View previous topic :: View next topic |
Author |
Message |
Gust Councilperson
Joined: Oct 09, 2007 Posts: 137
|
Posted: Tue Jan 27, 2009 8:04 am Post subject: File size |
|
In the days of OpenOffice.org 1.0 I was always very impressed by the file size of the documents when saved in the native format as compared to the MS Office formats.
During the NeoOffice 2 life cycle, file sizes got ever closer for a reason that I ignore. For most documents both file formats resulted in broadly the same file size.

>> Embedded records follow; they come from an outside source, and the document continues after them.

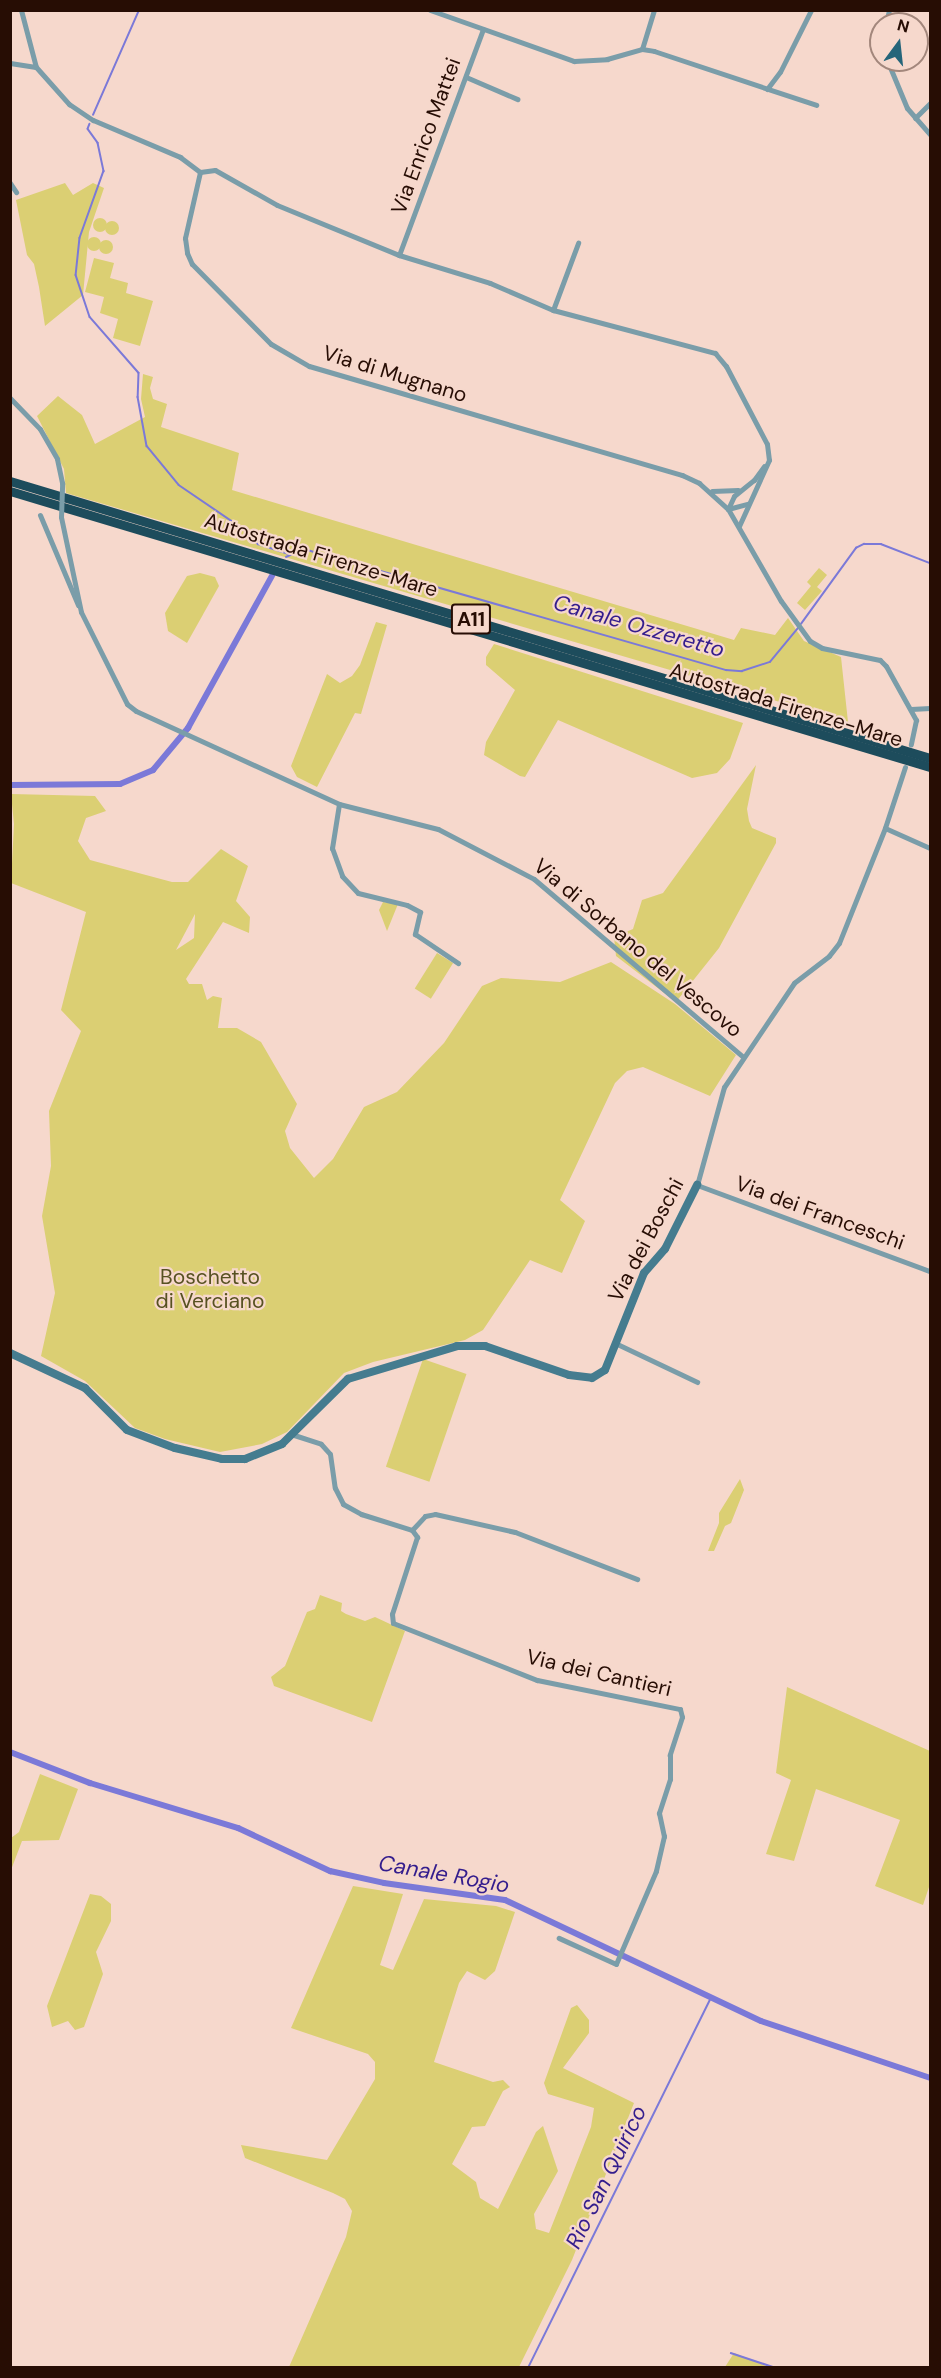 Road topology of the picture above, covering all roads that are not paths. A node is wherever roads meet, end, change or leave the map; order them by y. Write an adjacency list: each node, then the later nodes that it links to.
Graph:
1 (21, 10): 8 (street)
2 (430, 10): 5 (street)
3 (654, 10): 6 (street)
4 (811, 10): 11 (street)
5 (483, 29): 6 (street); 10 (street, Via Enrico Mattei)
6 (642, 49): 11 (street)
7 (10, 63): 8 (street)
8 (36, 67): 17 (street)
9 (893, 72): 15 (street)
10 (466, 77): 12 (street); 21 (street, Via Enrico Mattei)
11 (767, 89): 14 (street)
12 (517, 99)
13 (930, 103): 15 (street)
14 (816, 105)
15 (915, 118): 16 (street)
16 (930, 135)
17 (200, 172): 21 (street); 28 (street, Via di Mugnano)
18 (10, 183): 19 (street)
19 (16, 192)
20 (578, 243): 22 (street)
21 (399, 255): 22 (street)
22 (554, 310): 24 (street)
23 (10, 398): 33 (street, Via di Sorbano del Vescovo, bridge)
24 (769, 460): 26 (street); 29 (street)
25 (10, 481): 37 (highway, Autostrada Firenze-Mare / A11)
26 (740, 490): 28 (street); 30 (street)
27 (10, 491): 39 (highway, Autostrada Firenze-Mare / A11)
28 (710, 491): 30 (street, Via di Mugnano)
29 (747, 504): 30 (street); 32 (street)
30 (728, 509): 32 (street, Via di Mugnano)
31 (40, 515): 33 (street)
32 (739, 527): 35 (street, Via di Mugnano)
33 (81, 612): 40 (street, Via di Sorbano del Vescovo)
34 (930, 708): 35 (street)
35 (911, 709): 36 (street)
36 (911, 744)
37 (930, 758)
38 (904, 767): 41 (street, Via dei Boschi)
39 (930, 767)
40 (339, 804): 43 (street); 44 (street, Via di Sorbano del Vescovo)
41 (885, 828): 42 (street); 44 (street, Via dei Boschi)
42 (930, 848)
43 (458, 963)
44 (742, 1056): 45 (street, Via dei Boschi)
45 (697, 1185): 46 (street, Via dei Franceschi); 47 (street, Via dei Boschi)
46 (930, 1271)
47 (615, 1342): 49 (street); 50 (street, Via dei Boschi)
48 (10, 1353): 50 (street, Via dei Boschi)
49 (697, 1382)
50 (294, 1435): 51 (street)
51 (412, 1530): 52 (street); 53 (street, Via dei Cantieri)
52 (637, 1579)
53 (559, 1938)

Now there is NeoOffice 3, and it seems that the native format ever gets fatter, whereas the size of MS Office formatted files (binary, not xml) is often much smaller now (probably the export filter got improved). As an example: open a new text document, type 'blah' and save it in the respective file formats. The doc file will be 8KB, whereas the odt file is 20KB (note that odt is a zipped container format, it actually is a genuine achievement to produce 20KB of entropy using 'blah' as single input).

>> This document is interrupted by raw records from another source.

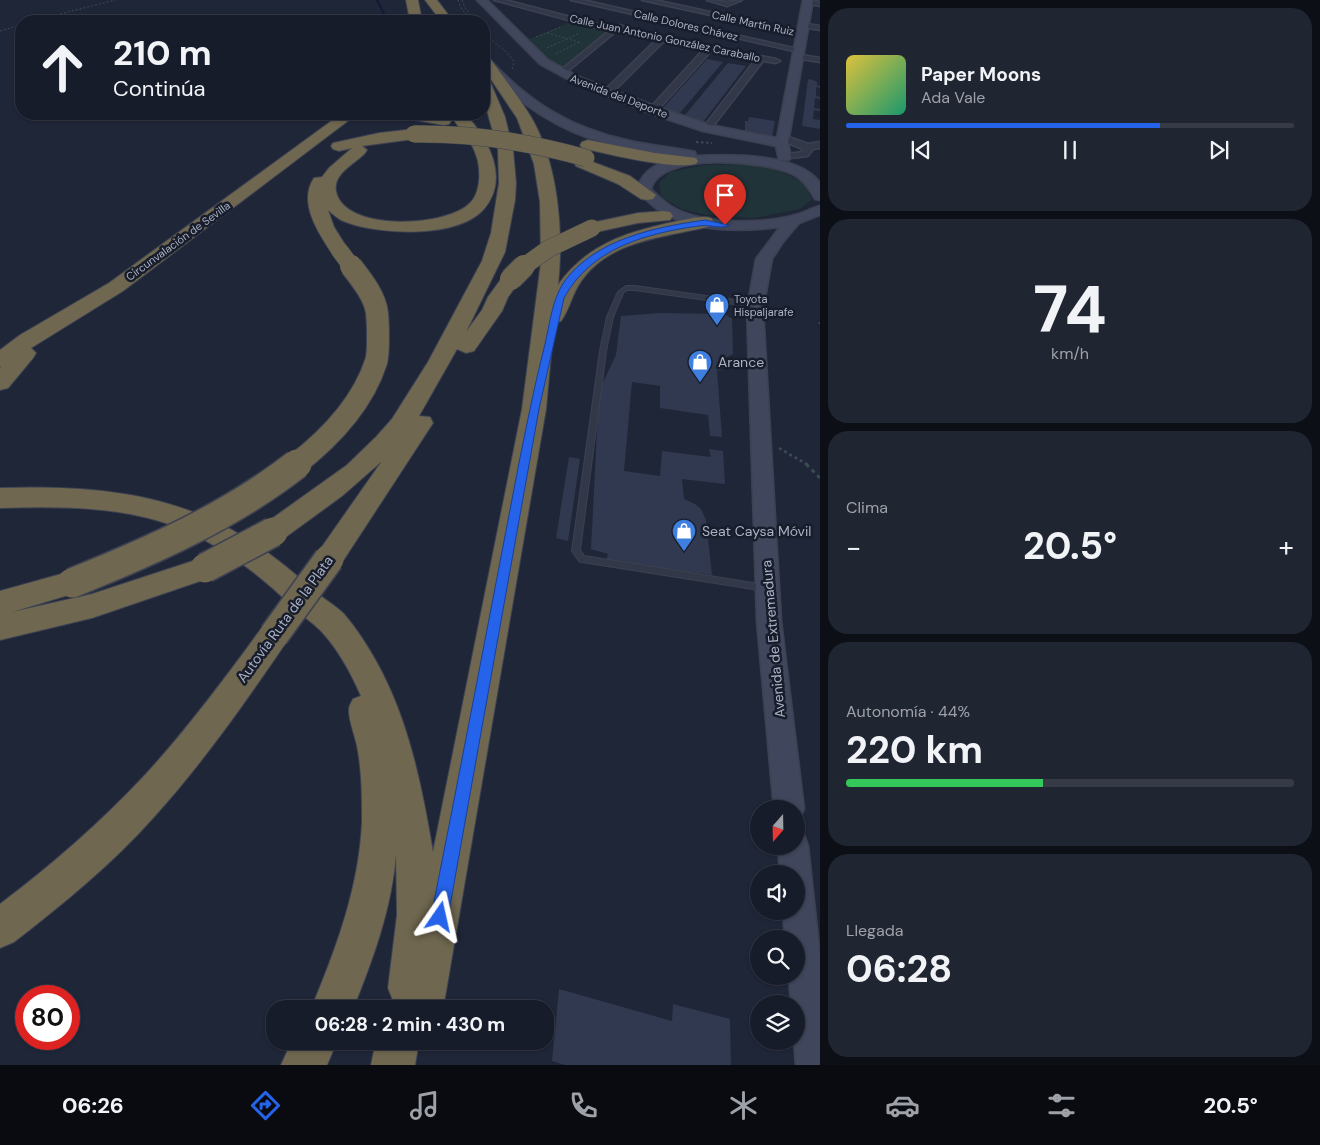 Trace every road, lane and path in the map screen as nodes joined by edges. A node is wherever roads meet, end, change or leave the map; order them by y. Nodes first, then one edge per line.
1 (115, 0) edge
2 (120, 0) edge
3 (412, 0) edge
4 (431, 0) edge
5 (458, 0) edge
6 (462, 0) edge
7 (482, 0) edge
8 (497, 0) edge
9 (574, 0) edge
10 (645, 0) edge
11 (710, 0) edge
12 (739, 0) edge
13 (808, 1) edge
14 (820, 4) edge
15 (56, 15) edge
16 (61, 15) edge
17 (415, 15) edge
18 (442, 15) edge
19 (468, 15) edge
20 (471, 15) edge
21 (577, 20) junction
22 (632, 23) dead end
23 (15, 26) edge
24 (596, 26) junction
25 (820, 28) edge
26 (803, 29) junction
27 (0, 30) edge
28 (614, 30) junction
29 (548, 33) junction
30 (568, 39) junction
31 (661, 39) junction
32 (490, 42) edge
33 (580, 42) junction
34 (524, 43) junction
35 (551, 46) junction
36 (594, 46) junction
37 (709, 48) junction
38 (562, 51) junction
39 (798, 53) junction
40 (539, 57) junction
41 (581, 58) junction
42 (761, 58) junction
43 (820, 60) edge
44 (776, 61) dead end
45 (490, 66) edge
46 (512, 66) dead end
47 (490, 69) edge
48 (562, 73) junction
49 (608, 93) junction
50 (490, 98) edge
51 (653, 110) junction
52 (336, 120) edge
53 (454, 120) edge
54 (462, 120) edge
55 (707, 128) junction
56 (783, 141) junction
57 (820, 145) edge
58 (807, 147) junction
59 (359, 150) junction
60 (585, 155) junction
61 (721, 159) junction
62 (740, 159) junction
63 (690, 161) junction
64 (785, 162) junction
65 (669, 164) junction
66 (813, 177) edge
67 (647, 195) junction
68 (820, 196) edge
69 (227, 206) junction
70 (819, 209) edge
71 (685, 217) junction
72 (794, 220) junction
73 (705, 222) junction
74 (725, 225) junction
75 (756, 246) junction
76 (494, 256) junction
77 (116, 287) junction
78 (756, 305) junction
79 (466, 346) junction
80 (25, 353) junction
81 (0, 360) edge
82 (0, 372) edge
83 (0, 383) edge
84 (534, 409) junction
85 (762, 441) junction
86 (820, 478) edge
87 (0, 498) edge
88 (768, 588) junction
89 (0, 604) edge
90 (315, 609) junction
91 (0, 627) edge
92 (788, 800) edge
93 (802, 920) edge
94 (0, 928) edge
95 (813, 985) edge
96 (336, 1000) edge
97 (406, 1000) edge
98 (424, 1000) edge
99 (311, 1050) edge
100 (396, 1050) edge
101 (413, 1050) edge
102 (303, 1065) edge
103 (393, 1065) edge
104 (410, 1065) edge
105 (814, 1065) edge

1 - 15 path
2 - 16 path
3 - 17 highway
4 - 18 highway
5 - 19 path
6 - 20 path
7 - 34 main road, Avenida del Deporte
8 - 21 street, Calle Juan Antonio González Caraballo
9 - 39 street, Calle Dolores Chávez
10 - 26 street, Calle Martín Ruiz
11 - 12 street
13 - 14 street
13 - 26 main road
21 - 24 street, Calle Juan Antonio González Caraballo
21 - 29 path
22 - 28 street
23 - 27 path
24 - 28 street, Calle Juan Antonio González Caraballo
24 - 30 path
25 - 26 street, Calle Martín Ruiz
26 - 39 main road
28 - 31 street, Calle Juan Antonio González Caraballo
28 - 36 street
29 - 30 path
29 - 34 path
30 - 33 path
30 - 35 path
31 - 37 street, Calle Juan Antonio González Caraballo
31 - 49 street
32 - 46 path
33 - 36 path
33 - 38 path
34 - 40 main road, Avenida del Deporte
35 - 38 path
35 - 40 path
36 - 41 street
37 - 42 street, Calle Juan Antonio González Caraballo
37 - 51 street
38 - 40 path
38 - 41 path
39 - 43 street, Calle Dolores Chávez
39 - 56 main road
40 - 48 main road, Avenida del Deporte
41 - 48 street
42 - 44 street, Calle Juan Antonio González Caraballo
42 - 55 street
45 - 61 main road
47 - 84 highway
48 - 49 main road, Avenida del Deporte
49 - 51 main road, Avenida del Deporte
50 - 76 highway
51 - 55 main road, Avenida del Deporte
52 - 69 highway, Circunvalación de Sevilla
53 - 59 highway
54 - 60 highway
55 - 56 main road, Avenida del Deporte
56 - 58 street
56 - 62 main road
56 - 64 main road
57 - 58 street
58 - 64 street
59 - 60 highway, bridge
59 - 89 highway, bridge
60 - 63 highway
60 - 65 highway
60 - 67 highway
60 - 69 highway, bridge
61 - 62 main road
61 - 63 main road
62 - 64 main road
63 - 65 main road
64 - 66 main road
65 - 67 main road
66 - 68 main road
67 - 71 main road
69 - 77 highway, Circunvalación de Sevilla
70 - 72 main road
71 - 73 main road
71 - 79 highway, bridge
72 - 74 main road
72 - 75 main road
73 - 74 main road
73 - 84 highway
74 - 75 main road
75 - 78 main road, Avenida de Extremadura
76 - 79 highway, Autovía Ruta de la Plata
76 - 91 highway, bridge
77 - 80 highway
77 - 81 highway, Circunvalación de Sevilla
78 - 85 main road, Avenida de Extremadura
78 - 88 lane
79 - 94 highway, Autovía Ruta de la Plata, bridge
80 - 82 highway
80 - 83 highway
84 - 98 highway
85 - 86 path
85 - 88 main road, Avenida de Extremadura
87 - 90 highway
88 - 92 main road, Avenida de Extremadura
90 - 96 highway
90 - 97 highway
93 - 95 main road
95 - 105 main road
99 - 102 highway
100 - 103 highway
101 - 104 highway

I'm not sure if this behaviour is specific to NeoOffice, it's cause seems more likely to be found in the underlying OpenOffice.org code. But I am sure that I do not appreciate the evolution. |
|
Back to top |
|
|
sirloxelroy Sentinel
Joined: Nov 16, 2006 Posts: 26 Location: BFE
|
Posted: Tue Jan 27, 2009 8:35 am Post subject: |
|
Strange, I am running NeoOffice 2.0 Patch 2 and "BlahBlahBlah" was 16kb in file size (16,725), and 6 Blahs was also 16KB, but 16,758 in size. _________________ Wisdom from IRC:
Man watching 6 MSCE's around a sun box, looks alot like the opening scene's of 2001:space odyssey and the monkey's with the monolith. |
|
Back to top |
|
|
James3359 The Merovingian
Joined: Jul 05, 2005 Posts: 685 Location: North West England
|
Posted: Tue Jan 27, 2009 8:56 am Post subject: |
|
FWIW the values I get are 8k (.doc) and 16k (.odt).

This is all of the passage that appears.